II. O mandamento - 15:12-17

          Ás vezes o mandamento de amar uns aos outros está chamado o décimo-primeiro mandamento. O amor aos irmãos é uma característica do verdadeiro discípulo. A morte de Cristo na cruz provou o seu amor por nós e agora devemos provar o nosso amor amando Cristo e todos os crentes. Verdadeiros amigos amam uns aos outros e obedecem e ajudam uns aos outros. Cristo não quer a nossa obediência como escravos mas como um amigo. Porque somos amigos de Cristo, nós permanecemos nEle e conhecemos a sua vontade.

 

III. Uma advertência - 15:18-27

          Agora Cristo vai falar sobre o aborrecimento do mundo. Porque o mundo aborrece os crentes?

1. Porque primeiro o mundo aborreceu a Cristo e nós somos dEle (I João 3:13)

2. Porque nós não somos do mundo (I João 4:5 , João 17:14)

3. Porque o mundo rejeitou a palavra de Deus (15:20)

4. Porque o mundo não conhece o Pai (16:1-3)

5. Porque Cristo revelou o pecado do mundo.

          A palavra “mundo” significa o sistema de sociedade que está contra Cristo e o Pai. O “mundo” tem como seu príncipe o satanás (14:30) que é o inimigo número um de Jesus. Os crentes ainda vivem neste mundo mas não são do mundo. A antiga ilustração do navio e o mar mostra a posição de crente e o mundo.: enquanto o navio está no mar tudo vai bem, mas quando o mar começa a entrar no navio, cuidado!

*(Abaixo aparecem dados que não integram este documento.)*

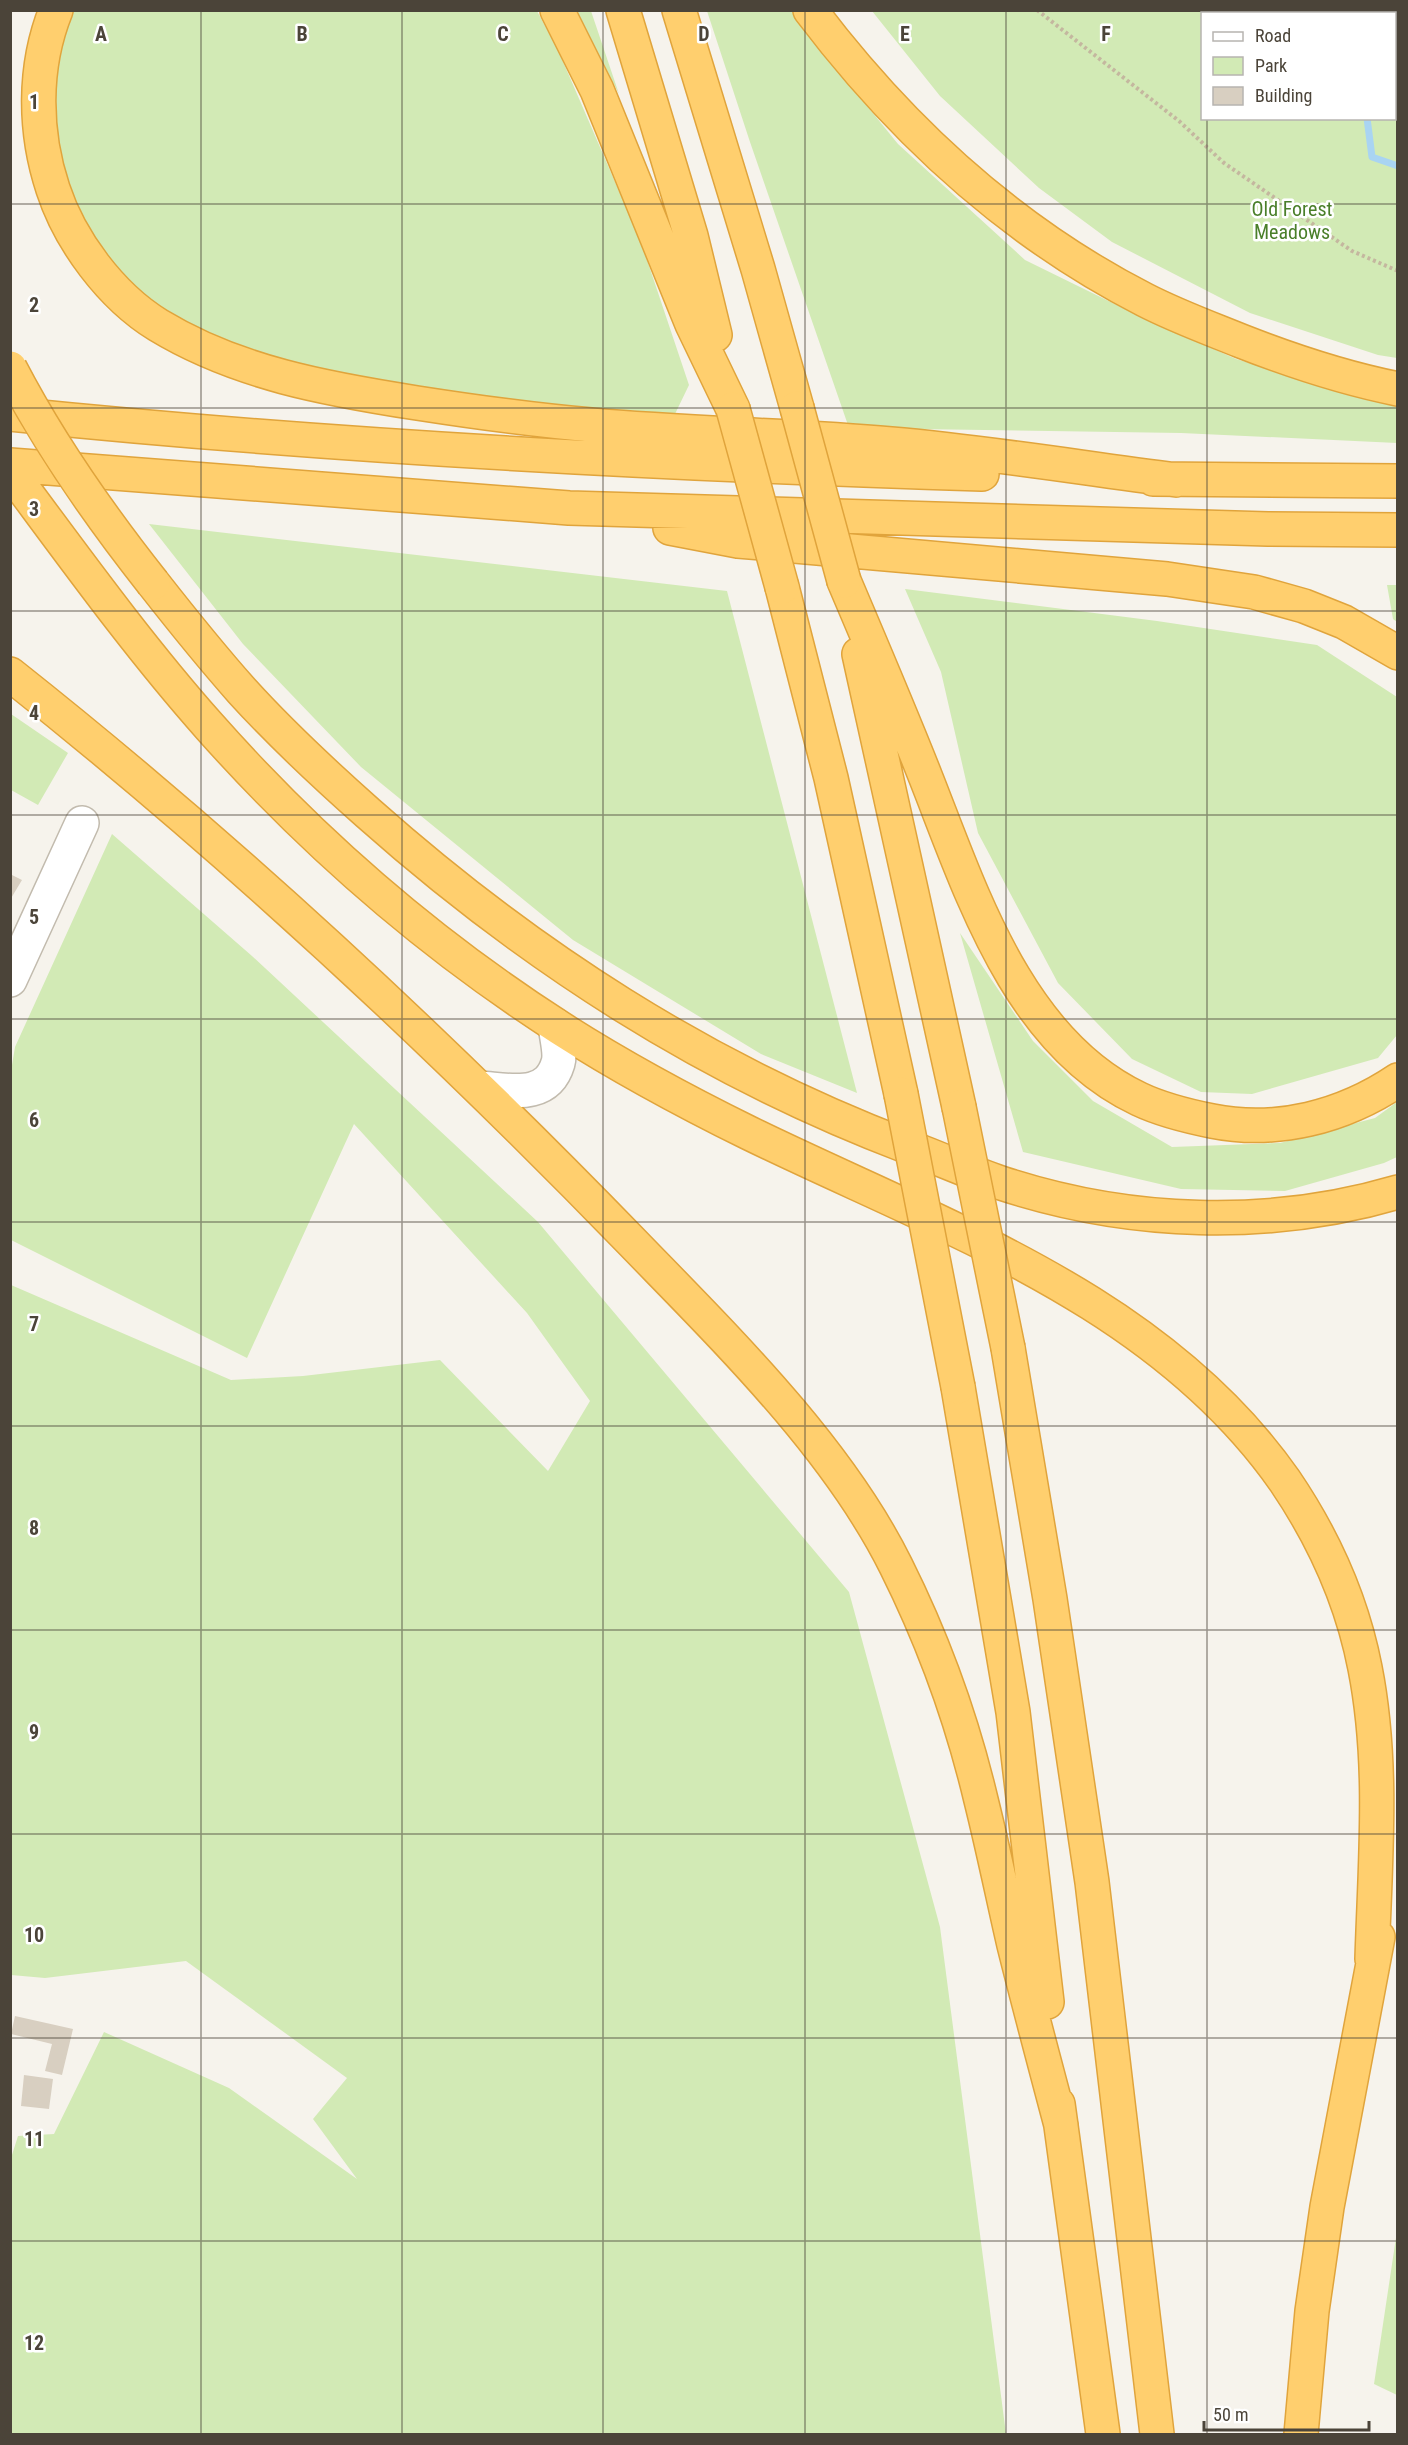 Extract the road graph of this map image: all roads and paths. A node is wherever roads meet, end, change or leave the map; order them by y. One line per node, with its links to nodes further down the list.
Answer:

O crente, de necessidade, tem que ficar no mundo algum tempo. Isto não faz mal; ao contrário, ajuda o mundo. Mas quando o mundo começa a entrar no crente faz muito mal porque o crente perde o seu testemunho.

          O crente geralmente deixa o mundo entrar na sua vida pouco a pouco, como fez o Ló no Velho Testamento. O primeiro começa amizade com o mundo (Tg. 4:4), depois vem o amor para o mundo (I João 2:15-17), e finalmente o crente conforma ao mundo (Romanos. 12:2). Nunca esquece de que o mundo aborrece a Cristo e como é que o crente pode amar um mundo assim?

Vs. 22-24 nos dão o princípio básico que revelação traz responsabilidade. As palavras e as e as obras de Cristo revelam a vontade de Deus e o pecado do homem. A humanidade está sem desculpa. Os judeus e gentios cooperaram na crucificação de Cristo, e é uma prova que todos os homens são pecadores e culpados diante de Deus.

          Para fortificar a fé dos discípulos Jesus refere agora em vs. 25 ao Sl. 69:4. É a palavra de Deus que nos fortifica e anima. Jesus também promete o ministério do Espírito Santo. A obra do Espírito é testificar de Cristo e Ele faz esta obra pela palavra de Deus e pelas obras que os crentes fazem no poder do Espírito. O Espírito testifica ao crente e o crente testifica ao mundo perdido (vs. 26-27). (Lê Atos 1:8).

          Este cap. trata primeiro do relacionamento do crente com Cristo (vs. 1-11), e depois o relacionamento do crente com outros crentes (vs. 1-17), e finalmente temos o relacionamento do crente com o mundo (vs. 18-27). Nosso relacionamento com Cristo amaremos os nossos irmãos e venceremos o mundo.